The people that recruited me were very good at brushing away all my concerns, but when I had to make the phone calls I was not clear nor stable, I felt like I was part of a scheme, like I am selling everybody a business plan with the starting point of making money off of them through recruiting them, regardless if they will be successful or not. It felt like the whole business was about selling people the idea they can get rich, and for them to get rich they would have to sell the idea to others, the product was secondary - you could make some actual sales if you wanted to, but that wasn't the main point, the money was in recruiting more people to invest in the business opportunity.
I ended up not making any sales not getting any recruits, and dropped it after a while, leaving with a sense of failure, and feeling like a fool for being duped into this scheme, as they count on gullible people like myself to recruit into the system, and then don't give effective support to actually make sure they stand within the system and make it.
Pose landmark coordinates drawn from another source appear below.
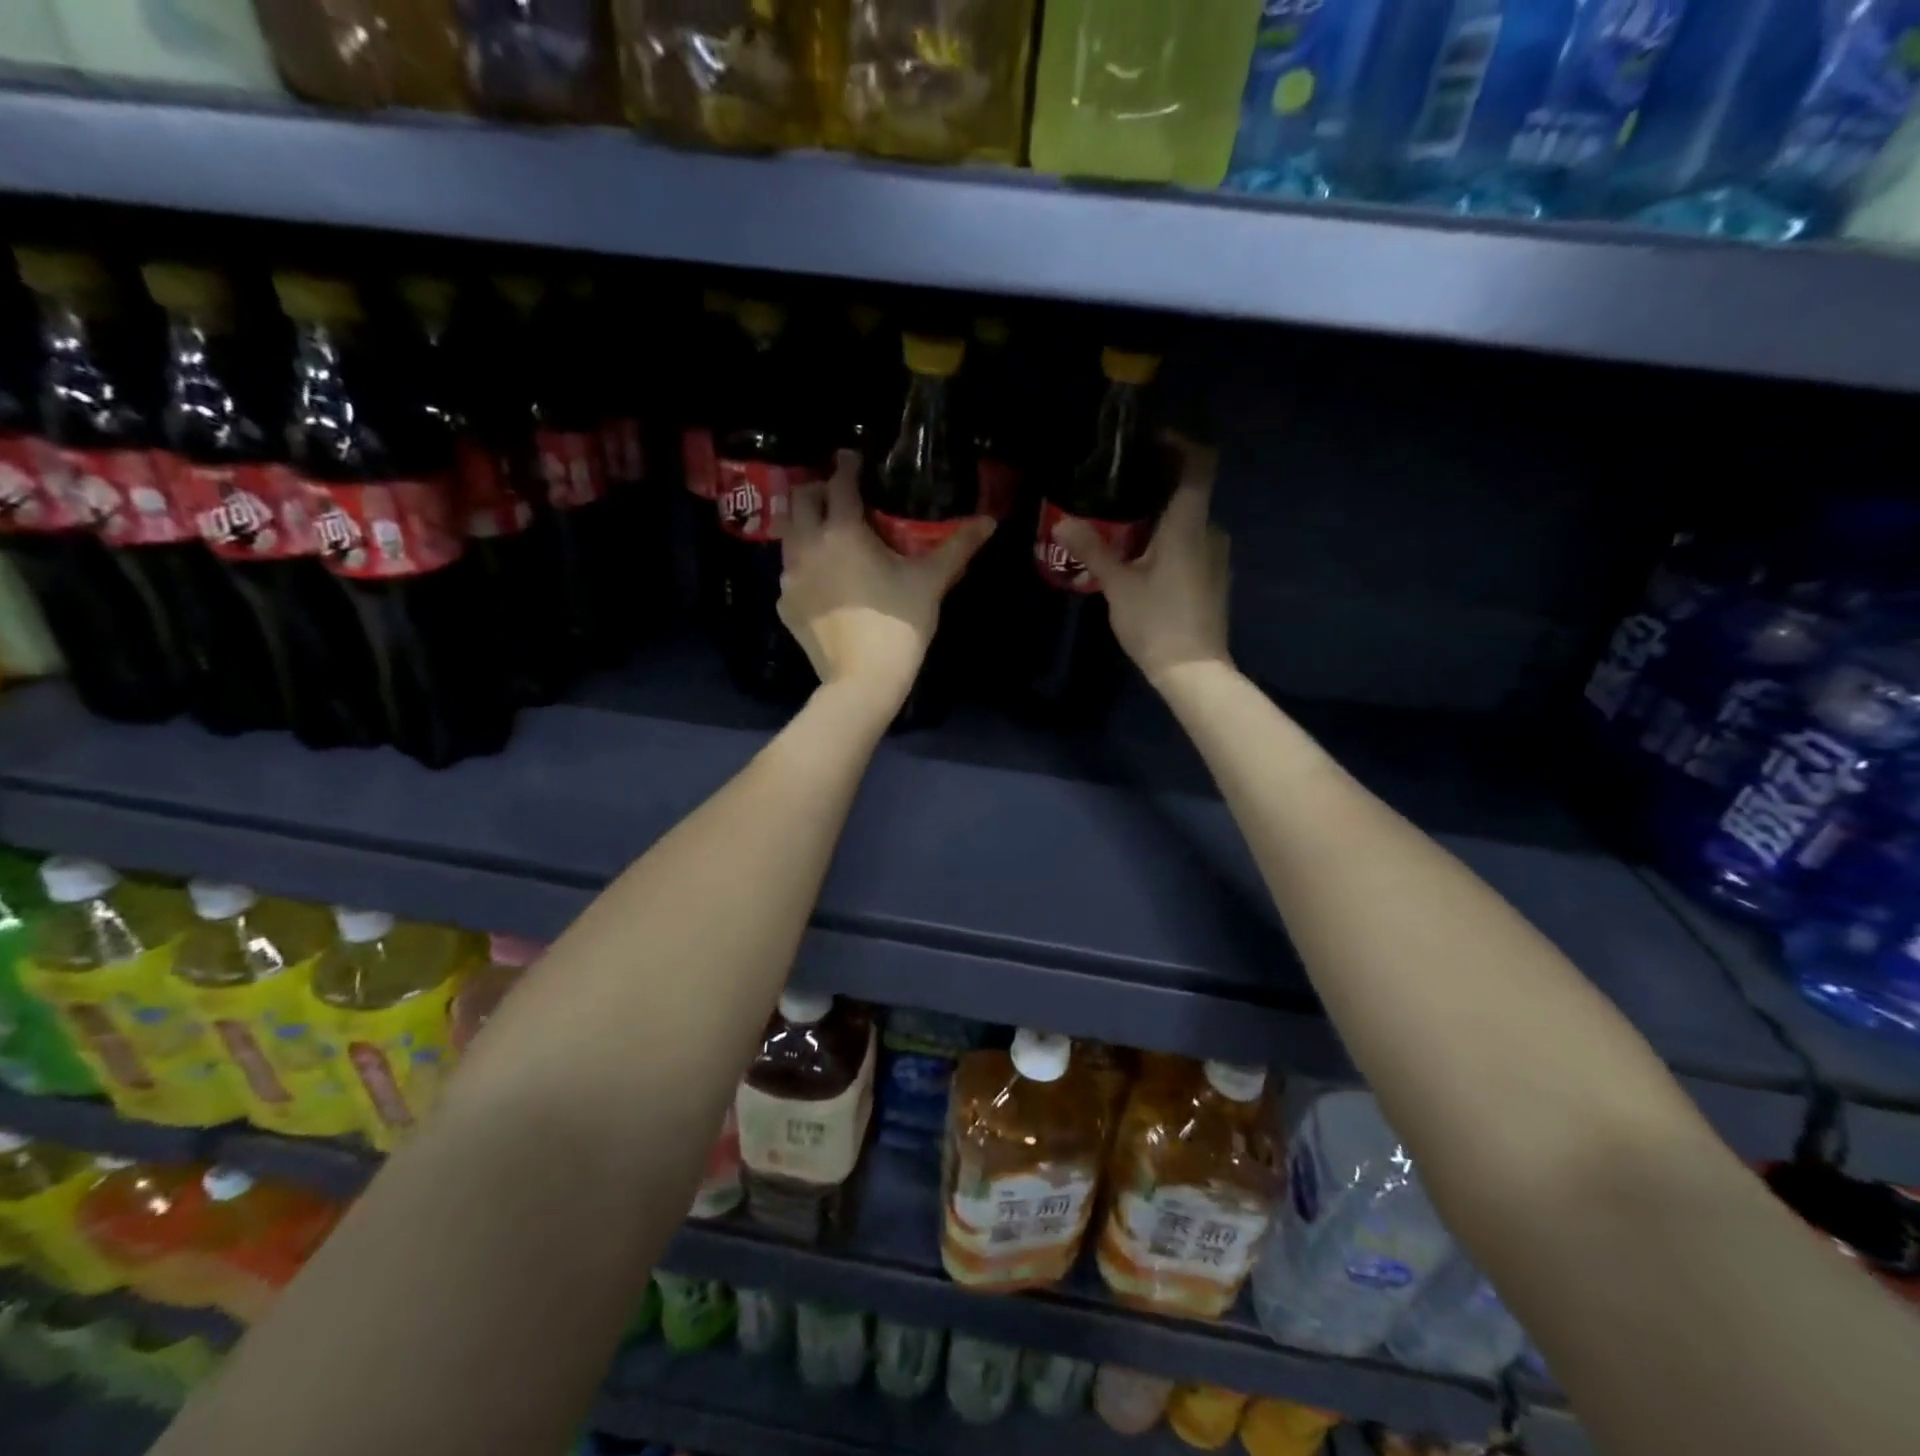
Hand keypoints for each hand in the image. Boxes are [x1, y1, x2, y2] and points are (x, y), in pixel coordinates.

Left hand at [780, 451, 994, 706]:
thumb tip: (989, 521)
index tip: (854, 458)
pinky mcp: (785, 605)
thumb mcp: (931, 581)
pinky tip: (822, 581)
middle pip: (801, 499)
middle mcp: (808, 545)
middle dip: (818, 490)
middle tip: (838, 496)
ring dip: (805, 526)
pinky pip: (789, 574)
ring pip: (789, 535)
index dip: (848, 465)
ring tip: (827, 534)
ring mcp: (791, 577)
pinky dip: (803, 567)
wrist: (863, 679)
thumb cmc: (899, 623)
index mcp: (843, 530)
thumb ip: (957, 546)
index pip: (839, 482)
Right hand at [1053, 434, 1230, 688]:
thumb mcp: (1118, 585)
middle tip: (1118, 489)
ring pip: (1189, 521)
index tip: (1149, 441)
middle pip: (1190, 492)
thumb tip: (1063, 520)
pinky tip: (1143, 558)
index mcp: (1189, 524)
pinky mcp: (1215, 578)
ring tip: (1123, 526)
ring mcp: (1217, 556)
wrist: (1193, 670)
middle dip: (1157, 485)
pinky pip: (1193, 544)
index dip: (1179, 444)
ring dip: (1161, 517)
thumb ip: (1092, 549)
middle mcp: (1211, 531)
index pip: (1198, 464)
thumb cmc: (1156, 621)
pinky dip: (1171, 540)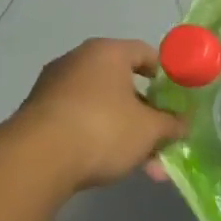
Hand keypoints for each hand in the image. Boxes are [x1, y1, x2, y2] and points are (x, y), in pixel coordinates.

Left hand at [15, 39, 186, 191]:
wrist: (37, 158)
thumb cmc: (103, 129)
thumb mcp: (149, 130)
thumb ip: (171, 124)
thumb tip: (182, 123)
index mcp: (107, 53)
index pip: (145, 53)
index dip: (166, 75)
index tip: (178, 98)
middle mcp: (78, 61)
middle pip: (124, 85)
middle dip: (147, 117)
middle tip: (163, 140)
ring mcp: (54, 87)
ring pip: (103, 109)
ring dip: (127, 134)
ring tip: (145, 167)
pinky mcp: (39, 114)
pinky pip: (81, 122)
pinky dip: (100, 139)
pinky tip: (113, 166)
So I see here that I was also left with a sense of blame, as I was blaming them for not supporting me well enough to succeed.
I forgive myself for accepting and allowing myself to define myself according to this memory
I forgive myself for accepting and allowing myself to believe that this memory defines me from the perspective of believing that if I ever encounter a similar situation it will have the same results, whereas "similar situation" could be any business opportunity, and "same result" would thus be failing - within this I realize I have not been giving myself the opportunity to learn form this experience and change myself as to become more stable, effective, and direct within my application in the future
I forgive myself for accepting and allowing this memory to limit me as I have allowed myself to believe it defines me and that it represents aspects of myself that are simply "who I am", not realizing that by taking self responsibility and standing within and as myself as the directive principle of myself in every moment - I am that which I create and direct myself to be in every moment, and I am not in fact limited to be who I was, thus, I realize it is my responsibility to learn from past experiences through self investigation as to see the points of weakness and grow and expand from it.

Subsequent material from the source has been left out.